Ian Williamson | Gordon Rees Scully Mansukhani
A statutory offer to compromise a case is a common tool in litigation in California. Under CCP section 998, a party can make an offer to the opposing party. If that offer is not accepted, the case goes to trial, and the recipient does not do better at trial than the offer, the code imposes penalties. Conversely, if you get a better outcome, the code provides benefits in the form of enhanced costs (notably including the costs of experts). It is a useful tool. However, on its face, the code contemplates that a judgment be entered against the party making payment.
For many entities, this is a non-issue. However, for contractors and professional license holders in California, that judgment can have potentially severe unintended consequences that go far beyond the litigation. Judgments arising from your work can (and in some cases must) be reported to licensing agency. Discipline can result. In addition, bonding companies look negatively at the judgments. Additionally, many bidding packages require the bidder to disclose any job-related judgments. In sum, a contractor whose attorney utilizes a 998 offer can end up with a long-lingering smear on their license and professional reputation.

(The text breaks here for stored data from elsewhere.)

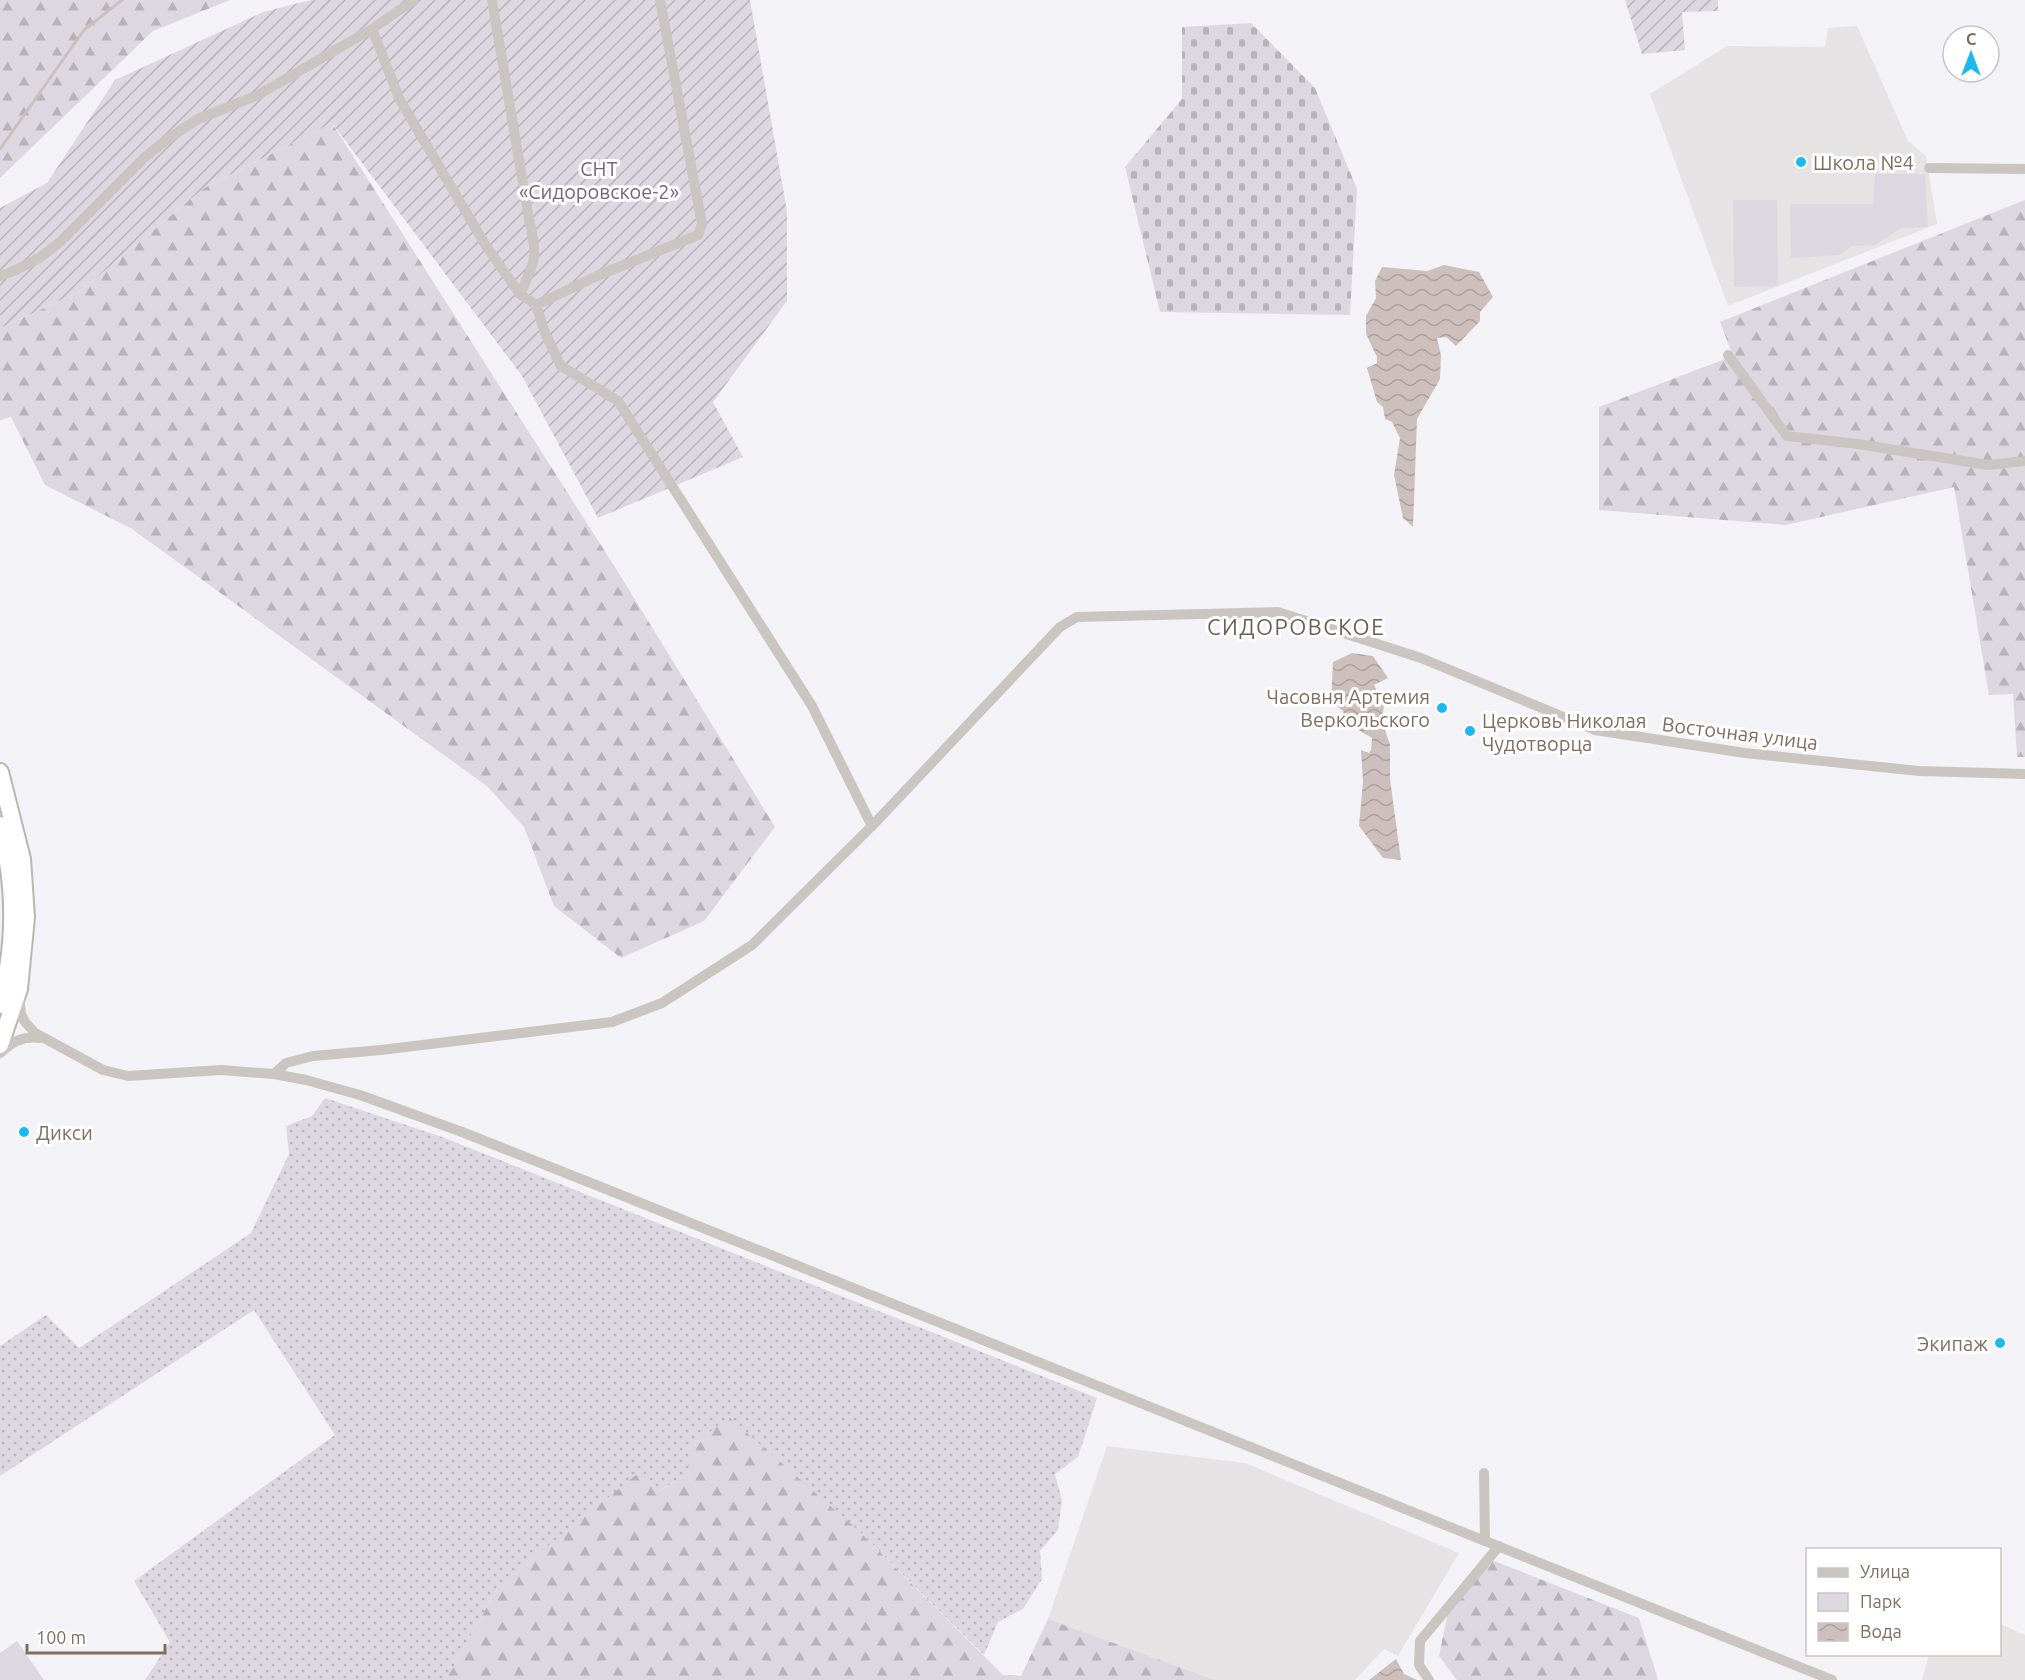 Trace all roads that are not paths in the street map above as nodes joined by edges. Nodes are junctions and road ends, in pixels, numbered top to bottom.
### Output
1 (414, 0) edge
2 (492, 0) edge
3 (660, 0) edge
4 (372, 29) junction
5 (1929, 168) dead end
6 (2025, 169) edge
7 (0, 276) edge
8 (520, 294) junction
9 (536, 305) junction
10 (1728, 355) dead end
11 (2025, 461) edge
12 (0, 772) edge
13 (2025, 774) edge
14 (0, 825) edge
15 (872, 826) junction
16 (19, 989) junction
17 (0, 1005) edge
18 (40, 1038) junction
19 (0, 1045) edge
20 (0, 1053) edge
21 (274, 1074) junction
22 (1484, 1473) dead end
23 (1485, 1541) junction
24 (1499, 1546) junction
25 (1429, 1680) edge
26 (1832, 1680) edge

1 - 4 street
2 - 8 street
3 - 9 street
4 - 7 street
4 - 8 street
5 - 6 street
8 - 9 street
9 - 15 street
10 - 11 street
12 - 16 highway
13 - 15 street, Восточная улица
14 - 17 highway
15 - 21 street, Восточная улица
16 - 18 street
16 - 19 highway
18 - 20 street
18 - 21 street
21 - 23 street
22 - 23 street
23 - 24 street
24 - 25 street
24 - 26 street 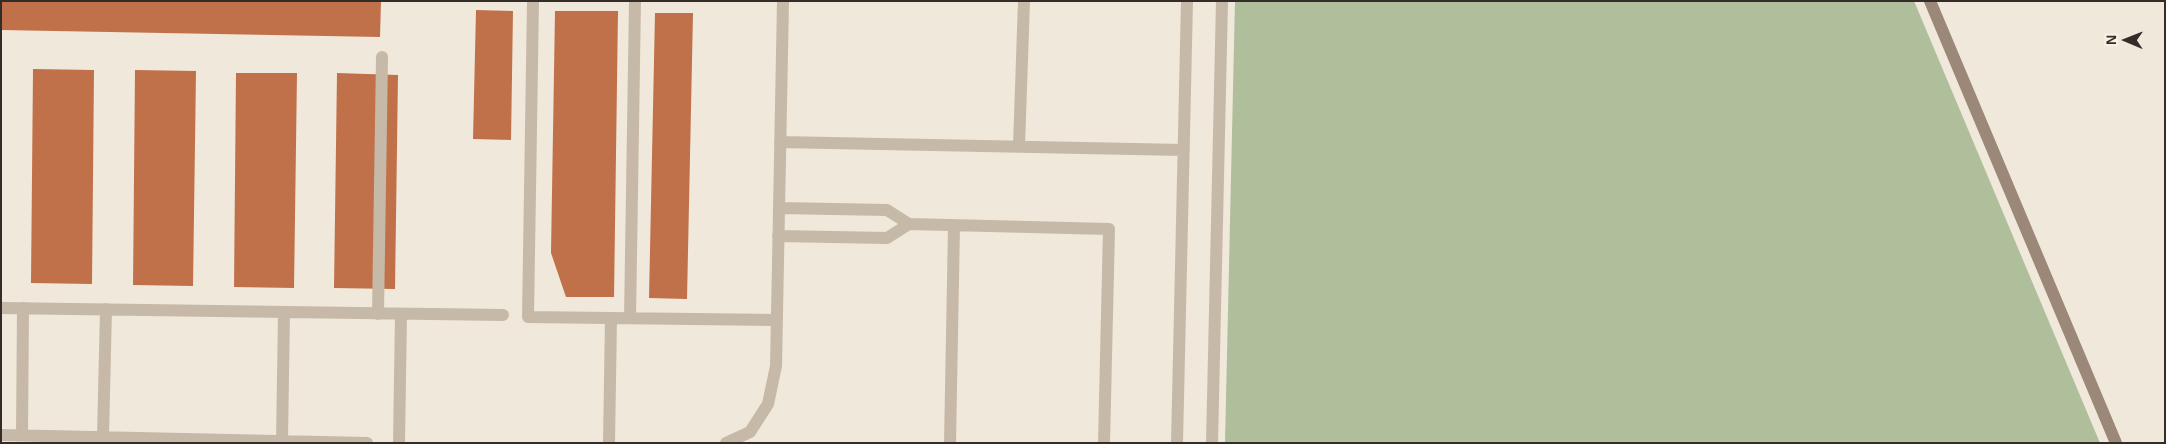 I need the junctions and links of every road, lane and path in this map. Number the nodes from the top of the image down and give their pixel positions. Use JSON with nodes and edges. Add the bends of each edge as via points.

For years, savvy lawyers have worked around this outcome with terms in the 998 offer that offered a settlement agreement instead of a judgment. This was an accepted practice for years, and then some appellate decisions called it into question. Good news for our licensed clients came from the Third District Court of Appeals in late May. In the case of Arriagarazo v BMW of North America, LLC (to be published, formal citation not yet available), the court specifically and unequivocally approved the offer of a settlement agreement rather than a judgment in an effective 998 offer of compromise.
The parties in the Arriagarazo case still did not get it quite right, but the court gave us a clear road map of what will be acceptable. Any doubt about the effectiveness of a 998 offer that suggests a settlement agreement instead of a judgment should be resolved. Whether other conditions can be imposed is still questionable – but this question is resolved.